When a test with the above properties exists for each given \varepsilon > 0 (with the number of queried vertices k being allowed to depend on \varepsilon), we say that the graph property {\mathcal P} is testable with one-sided error. (The general notion of property testing was introduced by Rubinfeld and Sudan, and first studied for graph properties by Goldreich, Goldwasser, and Ron; see this web page of Goldreich for further references and discussion.) The rejection probability \varepsilon is not very important in this definition, since if one wants to improve the success rate of the algorithm one can simply run independent trials of that algorithm (selecting fresh random vertices each time) in order to increase the chance that G is correctly rejected. However, it is intuitively clear that one must allow some probability of failure, since one is only inspecting a small portion of the graph and so cannot say with complete certainty whether the entire graph has the property {\mathcal P} or not. For similar reasons, one cannot reasonably demand to have a low false positive rate for all graphs that fail to obey {\mathcal P}, since if the graph is only one edge modification away from obeying {\mathcal P}, this modification is extremely unlikely to be detected by only querying a small portion of the graph. This explains why we need to restrict attention to graphs that are \varepsilon-far from obeying {\mathcal P}.

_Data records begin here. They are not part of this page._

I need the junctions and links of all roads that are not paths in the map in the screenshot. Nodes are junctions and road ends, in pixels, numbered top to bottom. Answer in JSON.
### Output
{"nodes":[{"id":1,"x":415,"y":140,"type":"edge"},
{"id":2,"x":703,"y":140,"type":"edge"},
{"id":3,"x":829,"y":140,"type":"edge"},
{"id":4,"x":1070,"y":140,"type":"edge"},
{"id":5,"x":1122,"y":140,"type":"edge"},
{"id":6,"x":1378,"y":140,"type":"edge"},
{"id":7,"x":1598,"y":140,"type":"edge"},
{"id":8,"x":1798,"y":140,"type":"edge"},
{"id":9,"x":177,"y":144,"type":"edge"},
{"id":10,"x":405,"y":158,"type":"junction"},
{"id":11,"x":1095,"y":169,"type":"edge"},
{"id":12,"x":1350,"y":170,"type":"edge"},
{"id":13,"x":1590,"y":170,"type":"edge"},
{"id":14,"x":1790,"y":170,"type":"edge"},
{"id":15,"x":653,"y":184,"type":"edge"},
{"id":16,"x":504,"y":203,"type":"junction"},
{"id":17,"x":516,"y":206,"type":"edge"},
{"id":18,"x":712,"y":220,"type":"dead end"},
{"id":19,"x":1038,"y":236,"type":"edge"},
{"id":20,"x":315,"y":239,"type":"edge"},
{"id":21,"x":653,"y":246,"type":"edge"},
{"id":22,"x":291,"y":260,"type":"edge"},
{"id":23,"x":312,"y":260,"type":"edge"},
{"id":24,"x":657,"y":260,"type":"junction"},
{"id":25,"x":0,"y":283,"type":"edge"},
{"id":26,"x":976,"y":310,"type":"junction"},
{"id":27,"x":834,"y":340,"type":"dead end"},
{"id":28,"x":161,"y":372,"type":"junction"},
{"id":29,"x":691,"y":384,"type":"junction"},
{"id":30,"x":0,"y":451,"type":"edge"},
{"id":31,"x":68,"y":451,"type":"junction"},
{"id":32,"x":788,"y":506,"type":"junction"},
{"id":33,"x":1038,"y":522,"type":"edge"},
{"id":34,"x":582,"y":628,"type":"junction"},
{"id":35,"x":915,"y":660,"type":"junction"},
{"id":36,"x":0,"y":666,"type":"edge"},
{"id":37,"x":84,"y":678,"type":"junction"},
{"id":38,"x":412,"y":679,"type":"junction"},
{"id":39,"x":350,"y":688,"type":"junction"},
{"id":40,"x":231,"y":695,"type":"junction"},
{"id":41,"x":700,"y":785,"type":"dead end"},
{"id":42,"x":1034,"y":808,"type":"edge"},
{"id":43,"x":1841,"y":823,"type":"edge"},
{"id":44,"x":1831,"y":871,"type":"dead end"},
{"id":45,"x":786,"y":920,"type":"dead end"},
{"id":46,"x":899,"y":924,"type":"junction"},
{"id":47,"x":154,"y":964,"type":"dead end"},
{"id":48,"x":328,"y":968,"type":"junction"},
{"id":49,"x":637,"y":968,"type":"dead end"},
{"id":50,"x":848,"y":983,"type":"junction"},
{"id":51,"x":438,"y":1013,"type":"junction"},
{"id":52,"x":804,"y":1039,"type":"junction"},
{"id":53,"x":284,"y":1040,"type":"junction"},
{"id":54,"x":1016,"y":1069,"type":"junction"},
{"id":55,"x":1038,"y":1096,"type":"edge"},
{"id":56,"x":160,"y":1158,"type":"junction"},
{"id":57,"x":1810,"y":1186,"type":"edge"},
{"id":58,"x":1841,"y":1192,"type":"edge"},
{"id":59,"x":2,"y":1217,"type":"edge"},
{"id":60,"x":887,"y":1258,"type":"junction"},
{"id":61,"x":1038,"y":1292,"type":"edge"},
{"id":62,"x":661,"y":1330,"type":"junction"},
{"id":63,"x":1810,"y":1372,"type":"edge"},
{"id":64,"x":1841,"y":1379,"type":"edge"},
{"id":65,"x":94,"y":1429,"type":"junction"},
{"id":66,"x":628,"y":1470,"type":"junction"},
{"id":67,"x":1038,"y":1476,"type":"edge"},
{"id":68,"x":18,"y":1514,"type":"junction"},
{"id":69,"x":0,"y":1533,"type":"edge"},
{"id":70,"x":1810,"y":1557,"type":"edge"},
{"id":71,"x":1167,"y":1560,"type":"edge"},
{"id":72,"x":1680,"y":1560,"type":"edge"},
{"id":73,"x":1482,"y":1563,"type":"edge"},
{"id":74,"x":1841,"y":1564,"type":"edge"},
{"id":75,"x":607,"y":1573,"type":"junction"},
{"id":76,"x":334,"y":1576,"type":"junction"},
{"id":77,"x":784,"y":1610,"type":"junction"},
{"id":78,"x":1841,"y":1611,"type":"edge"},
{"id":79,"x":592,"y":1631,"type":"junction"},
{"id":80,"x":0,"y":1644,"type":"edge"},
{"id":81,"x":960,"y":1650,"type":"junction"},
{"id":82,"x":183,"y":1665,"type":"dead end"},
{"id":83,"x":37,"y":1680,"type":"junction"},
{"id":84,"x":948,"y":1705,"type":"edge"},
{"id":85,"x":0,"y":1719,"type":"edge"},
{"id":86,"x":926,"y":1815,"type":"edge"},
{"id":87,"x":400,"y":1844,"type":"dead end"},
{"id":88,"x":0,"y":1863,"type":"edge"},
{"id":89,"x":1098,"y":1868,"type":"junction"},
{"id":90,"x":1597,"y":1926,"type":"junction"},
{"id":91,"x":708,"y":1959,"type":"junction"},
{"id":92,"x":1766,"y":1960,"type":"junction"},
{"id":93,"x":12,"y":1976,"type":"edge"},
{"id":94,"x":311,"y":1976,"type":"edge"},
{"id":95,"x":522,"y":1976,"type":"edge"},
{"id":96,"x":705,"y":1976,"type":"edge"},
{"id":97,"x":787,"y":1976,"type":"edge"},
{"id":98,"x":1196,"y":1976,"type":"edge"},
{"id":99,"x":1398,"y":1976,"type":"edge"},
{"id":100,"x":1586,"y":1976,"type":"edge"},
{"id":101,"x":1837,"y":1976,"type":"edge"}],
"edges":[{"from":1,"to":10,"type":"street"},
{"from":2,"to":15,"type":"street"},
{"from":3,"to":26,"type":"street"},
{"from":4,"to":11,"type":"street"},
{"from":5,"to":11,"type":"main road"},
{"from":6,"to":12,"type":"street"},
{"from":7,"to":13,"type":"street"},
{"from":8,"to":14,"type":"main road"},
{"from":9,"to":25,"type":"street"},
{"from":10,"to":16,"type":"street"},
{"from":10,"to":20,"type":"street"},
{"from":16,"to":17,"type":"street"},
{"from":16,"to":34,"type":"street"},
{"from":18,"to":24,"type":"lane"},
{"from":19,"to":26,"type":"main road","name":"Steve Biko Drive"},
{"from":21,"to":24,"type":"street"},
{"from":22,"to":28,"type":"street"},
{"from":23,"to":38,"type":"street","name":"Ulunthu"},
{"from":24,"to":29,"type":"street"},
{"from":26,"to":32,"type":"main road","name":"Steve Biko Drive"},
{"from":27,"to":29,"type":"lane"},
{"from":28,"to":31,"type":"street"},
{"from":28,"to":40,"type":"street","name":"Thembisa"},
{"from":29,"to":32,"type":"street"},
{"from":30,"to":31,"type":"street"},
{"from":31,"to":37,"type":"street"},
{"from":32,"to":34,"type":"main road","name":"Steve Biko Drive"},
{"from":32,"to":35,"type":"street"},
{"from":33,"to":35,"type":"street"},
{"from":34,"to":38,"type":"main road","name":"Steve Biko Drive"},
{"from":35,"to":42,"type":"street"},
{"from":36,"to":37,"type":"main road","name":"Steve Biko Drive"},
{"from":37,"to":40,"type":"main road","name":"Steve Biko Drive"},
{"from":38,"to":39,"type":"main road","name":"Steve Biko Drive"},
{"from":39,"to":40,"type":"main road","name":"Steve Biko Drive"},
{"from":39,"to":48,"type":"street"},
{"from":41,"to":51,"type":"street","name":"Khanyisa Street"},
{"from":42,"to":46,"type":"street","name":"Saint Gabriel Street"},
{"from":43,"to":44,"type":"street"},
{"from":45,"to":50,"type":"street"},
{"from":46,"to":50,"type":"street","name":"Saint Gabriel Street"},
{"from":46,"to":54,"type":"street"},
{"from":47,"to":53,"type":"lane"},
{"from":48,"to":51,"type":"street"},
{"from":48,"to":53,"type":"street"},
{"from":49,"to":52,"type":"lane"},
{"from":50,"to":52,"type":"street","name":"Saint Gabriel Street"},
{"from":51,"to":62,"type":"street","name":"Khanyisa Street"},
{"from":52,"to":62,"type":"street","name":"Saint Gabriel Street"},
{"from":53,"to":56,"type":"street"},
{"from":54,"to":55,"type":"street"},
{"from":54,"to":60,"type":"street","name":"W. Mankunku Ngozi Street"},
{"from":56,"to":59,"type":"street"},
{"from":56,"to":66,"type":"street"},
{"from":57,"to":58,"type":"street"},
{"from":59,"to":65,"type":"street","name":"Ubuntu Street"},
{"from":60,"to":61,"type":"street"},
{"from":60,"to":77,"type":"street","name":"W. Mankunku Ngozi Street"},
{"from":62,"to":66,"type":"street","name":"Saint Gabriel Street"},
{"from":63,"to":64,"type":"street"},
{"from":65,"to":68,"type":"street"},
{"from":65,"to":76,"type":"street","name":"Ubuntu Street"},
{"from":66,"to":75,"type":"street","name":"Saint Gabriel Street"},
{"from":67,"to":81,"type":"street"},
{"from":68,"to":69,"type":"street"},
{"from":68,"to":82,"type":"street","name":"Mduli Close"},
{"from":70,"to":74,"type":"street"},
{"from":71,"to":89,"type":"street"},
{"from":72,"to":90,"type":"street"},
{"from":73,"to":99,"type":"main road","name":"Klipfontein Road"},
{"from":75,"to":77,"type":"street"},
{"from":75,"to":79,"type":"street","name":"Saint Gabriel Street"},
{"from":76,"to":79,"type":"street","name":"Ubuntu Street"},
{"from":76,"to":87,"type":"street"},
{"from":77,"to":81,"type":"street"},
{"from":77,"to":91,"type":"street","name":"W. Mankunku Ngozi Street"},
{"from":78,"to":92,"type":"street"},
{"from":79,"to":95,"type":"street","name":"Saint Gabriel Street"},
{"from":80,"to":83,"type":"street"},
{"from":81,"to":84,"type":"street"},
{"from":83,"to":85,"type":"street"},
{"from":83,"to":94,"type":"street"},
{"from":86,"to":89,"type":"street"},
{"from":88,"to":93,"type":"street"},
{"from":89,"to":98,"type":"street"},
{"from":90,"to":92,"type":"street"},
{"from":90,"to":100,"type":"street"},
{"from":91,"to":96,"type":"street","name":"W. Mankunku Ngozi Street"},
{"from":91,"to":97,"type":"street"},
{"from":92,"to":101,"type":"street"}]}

An example should illustrate this definition. Consider for instance property 6 above (the property that G is empty). To test whether a graph is empty, one can perform the following obvious algorithm: take k vertices in G at random and check whether they have any edges at all between them. If they do, then the test of course rejects G as being non-empty, while if they don’t, the test accepts G as being empty. Clearly there are no false negatives in this test, and if k is large enough depending on \varepsilon one can easily see (from the law of large numbers) that we will have few false positives if G is \varepsilon-far from being empty (i.e. if it has at least \varepsilon |V|^2 vertices). So the property of being empty is testable with one-sided error.

On the other hand, it is intuitively obvious that property 3 (having an number of edges equal to a power of 2) is not testable with one-sided error.

So it is reasonable to ask: what types of graph properties are testable with one-sided error, and which ones are not?

If we “deconstruct” at our test for property 6 (that a graph is empty), we see that we implicitly relied on the (obvious) fact that any induced subgraph of an empty graph is again empty. This leads to a definition:

Definition. A graph property {\mathcal P} is hereditary if whenever a graph G obeys {\mathcal P}, then all induced subgraphs of G obey {\mathcal P} also.

For instance, except for property 3, all the graph properties listed previously are hereditary.

Given a hereditary property {\mathcal P}, and a positive integer k, there is an obvious test \hbox{Test}_k for this property, which samples k vertices from a graph G at random, looks at the induced subgraph, and declares that G obeys {\mathcal P} if and only if the induced subgraph does. The hereditary nature of {\mathcal P} ensures that \hbox{Test}_k generates no false negative. What about false positives? A result of Alon and Shapira (building on an enormous number of partial results by several authors, too many to be listed here) shows that this is OK as long as k is large enough:

Theorem 1. Let {\mathcal P} be a hereditary graph property, and let \varepsilon > 0. Then if k is sufficiently large depending on {\mathcal P} and \varepsilon, then \hbox{Test}_k has a false positive rate of at most \varepsilon for any graph which is \varepsilon-far from satisfying {\mathcal P}.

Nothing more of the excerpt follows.